To implement call recording in our solution, we must address privacy rights. In the United States, 39 states require only one-party consent, meaning the person initiating the recording must consent. In the other 11 states, two-party consent is necessary, so we include a disclaimer to ensure compliance and respect privacy rights.
A task based cognitive walkthrough was conducted as it helps to ensure that the app's interface aligns with user expectations and aids them in combating scams effectively, enhancing the overall user experience.
1. Revised User-Focused Alert Approach
Initially aiming for minimal interruptions, the 2–3-minute threshold proved ineffective due to scammers' ability to control conversation speed and delay malicious intent. Alert messages with haptic feedback now occur based on scam likelihood (e.g., 30%, 60%) reducing cognitive load. Users can also disable additional alerts enhancing autonomy.
Think-aloud sessions were conducted for the application with 6 participants. 2 tasks were provided to the participants to perform:
1. Receive a call flagged by Ping as a potential scam from an unknown number. Utilize the app to protect yourself.
2. You've fallen victim to a Discover credit card scam. Use the app to discover the necessary steps for mitigating the loss.
1. Better user autonomy
Earlier, the on-call overlay initiated the "get assistance" option only after the analysis surpasses the 60% threshold. To enhance the user experience, it is vital to offer users control to access assistance at their discretion, rather than solely relying on an automatic trigger at the 60% mark.
2. Lack of proper feedback
Users previously experienced the need to repeatedly check the app for analysis completion, causing stress and frustration and there was also no visual indication if the analysis is still going on. To address this, haptic feedback during different levels as well as a visual indicator was added.
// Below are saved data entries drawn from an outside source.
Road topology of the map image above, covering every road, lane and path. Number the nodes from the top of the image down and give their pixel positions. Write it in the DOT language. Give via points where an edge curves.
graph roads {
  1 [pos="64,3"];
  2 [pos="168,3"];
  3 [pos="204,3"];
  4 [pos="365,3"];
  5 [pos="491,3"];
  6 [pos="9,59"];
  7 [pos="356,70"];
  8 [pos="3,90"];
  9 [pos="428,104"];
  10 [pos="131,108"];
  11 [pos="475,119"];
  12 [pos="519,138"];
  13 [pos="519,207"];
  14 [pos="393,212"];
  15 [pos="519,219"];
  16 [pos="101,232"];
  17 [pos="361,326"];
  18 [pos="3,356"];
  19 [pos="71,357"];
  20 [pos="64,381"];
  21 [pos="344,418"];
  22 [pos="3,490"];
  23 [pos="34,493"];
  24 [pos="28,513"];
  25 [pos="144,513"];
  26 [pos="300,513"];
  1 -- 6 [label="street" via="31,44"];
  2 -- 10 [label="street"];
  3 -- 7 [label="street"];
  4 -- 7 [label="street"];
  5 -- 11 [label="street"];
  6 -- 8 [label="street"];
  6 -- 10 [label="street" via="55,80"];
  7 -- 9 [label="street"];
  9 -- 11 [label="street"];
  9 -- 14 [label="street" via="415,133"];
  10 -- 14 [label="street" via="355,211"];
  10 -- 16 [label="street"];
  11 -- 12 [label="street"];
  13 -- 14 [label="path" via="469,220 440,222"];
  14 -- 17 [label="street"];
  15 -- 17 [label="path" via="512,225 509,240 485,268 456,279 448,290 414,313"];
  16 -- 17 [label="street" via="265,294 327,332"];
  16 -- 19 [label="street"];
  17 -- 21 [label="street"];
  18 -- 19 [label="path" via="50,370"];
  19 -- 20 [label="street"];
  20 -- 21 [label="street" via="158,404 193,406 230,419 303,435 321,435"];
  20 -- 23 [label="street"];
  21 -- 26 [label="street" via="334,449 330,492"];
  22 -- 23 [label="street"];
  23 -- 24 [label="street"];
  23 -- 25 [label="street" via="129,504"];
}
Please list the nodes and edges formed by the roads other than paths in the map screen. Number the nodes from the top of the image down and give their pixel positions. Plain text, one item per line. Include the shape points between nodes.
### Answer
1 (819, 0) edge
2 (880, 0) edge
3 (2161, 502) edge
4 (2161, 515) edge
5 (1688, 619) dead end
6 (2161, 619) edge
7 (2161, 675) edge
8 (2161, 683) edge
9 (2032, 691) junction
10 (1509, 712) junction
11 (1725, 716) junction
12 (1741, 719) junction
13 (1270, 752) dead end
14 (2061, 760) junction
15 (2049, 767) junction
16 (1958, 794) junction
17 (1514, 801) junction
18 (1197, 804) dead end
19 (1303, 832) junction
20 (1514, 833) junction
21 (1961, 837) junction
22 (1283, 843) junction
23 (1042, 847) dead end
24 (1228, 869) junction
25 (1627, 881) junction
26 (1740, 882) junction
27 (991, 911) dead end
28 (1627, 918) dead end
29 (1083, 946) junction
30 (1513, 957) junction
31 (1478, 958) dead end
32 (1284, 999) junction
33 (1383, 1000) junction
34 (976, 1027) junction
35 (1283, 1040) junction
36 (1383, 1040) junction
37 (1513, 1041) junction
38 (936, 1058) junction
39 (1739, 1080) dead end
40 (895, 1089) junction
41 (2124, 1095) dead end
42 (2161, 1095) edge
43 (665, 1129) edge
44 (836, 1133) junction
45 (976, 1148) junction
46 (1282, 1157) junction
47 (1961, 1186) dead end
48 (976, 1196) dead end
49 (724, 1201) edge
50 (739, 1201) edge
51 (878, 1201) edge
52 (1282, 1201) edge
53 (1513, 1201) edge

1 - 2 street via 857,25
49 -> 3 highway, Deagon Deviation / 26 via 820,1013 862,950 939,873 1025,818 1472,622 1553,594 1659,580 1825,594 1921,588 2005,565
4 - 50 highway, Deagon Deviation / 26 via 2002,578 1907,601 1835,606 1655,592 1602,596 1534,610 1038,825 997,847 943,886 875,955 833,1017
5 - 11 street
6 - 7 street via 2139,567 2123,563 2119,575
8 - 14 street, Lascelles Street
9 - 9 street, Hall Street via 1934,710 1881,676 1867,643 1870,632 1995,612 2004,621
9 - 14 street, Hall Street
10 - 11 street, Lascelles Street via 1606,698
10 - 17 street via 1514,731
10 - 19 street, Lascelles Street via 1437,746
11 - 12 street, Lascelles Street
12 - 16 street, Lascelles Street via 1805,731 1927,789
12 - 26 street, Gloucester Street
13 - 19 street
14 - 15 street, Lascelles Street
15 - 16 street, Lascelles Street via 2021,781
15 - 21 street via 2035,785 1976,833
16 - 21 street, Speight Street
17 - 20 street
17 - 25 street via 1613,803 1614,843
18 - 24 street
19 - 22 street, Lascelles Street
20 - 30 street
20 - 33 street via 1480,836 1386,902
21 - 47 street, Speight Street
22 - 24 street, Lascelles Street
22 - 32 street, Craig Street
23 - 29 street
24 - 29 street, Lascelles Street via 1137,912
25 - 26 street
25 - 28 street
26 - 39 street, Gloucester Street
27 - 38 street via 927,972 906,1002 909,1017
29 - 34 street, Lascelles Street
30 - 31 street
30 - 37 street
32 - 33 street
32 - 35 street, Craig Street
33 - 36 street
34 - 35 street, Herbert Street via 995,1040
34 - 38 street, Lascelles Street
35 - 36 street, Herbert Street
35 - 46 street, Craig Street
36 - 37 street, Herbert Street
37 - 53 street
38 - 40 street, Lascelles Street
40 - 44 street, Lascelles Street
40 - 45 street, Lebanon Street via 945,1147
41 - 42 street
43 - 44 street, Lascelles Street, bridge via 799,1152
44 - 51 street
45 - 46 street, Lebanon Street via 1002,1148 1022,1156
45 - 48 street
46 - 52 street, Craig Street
The app's "during scam" module presents an interaction experience uncommon in most apps. To ensure users are well-prepared, a brief "how-to" guide is provided during onboarding.
Impact:
Help users onboard quickly with minimal hassles and maximum impact and knowledge.
Scammers often induce urgency and panic through scripted actions. The app breaks this cycle by analyzing calls, delivering warning messages via haptic feedback at key intervals. Once the scam likelihood exceeds 60%, virtual assistant Harper intervenes to guide the user, promoting informed decisions and safeguarding personal information.
Impact:
Reduce scams, enhance user confidence, and ensure privacy while empowering users to make informed decisions during suspicious calls, potentially leading to cost savings and market differentiation.
This module assists users who have fallen victim to scams by offering a time-sensitive, step-by-step action plan tailored to the nature of the scam.
Impact:
Immediate, concise guidance during overwhelming situations, reducing the stress and time required to research and determine the necessary steps for recovery.
1. Get inspiration
A significant challenge we faced was addressing privacy concerns when recording phone calls and obtaining consent from all parties involved. To overcome this obstacle, we examined how similar mass-audience recording applications handle these issues and tailored their approaches to our application's unique use case.
2. Iterate and update
We accomplished the project within a month, prioritizing swift iteration, regular updates, and actively seeking feedback from potential users.
Additionally, we had the opportunity to present the project at the CMD-IT/ACM Richard Tapia Celebration of Diversity in Computing Conference, where we received valuable insights and had interesting discussions regarding how we can protect the vulnerable population!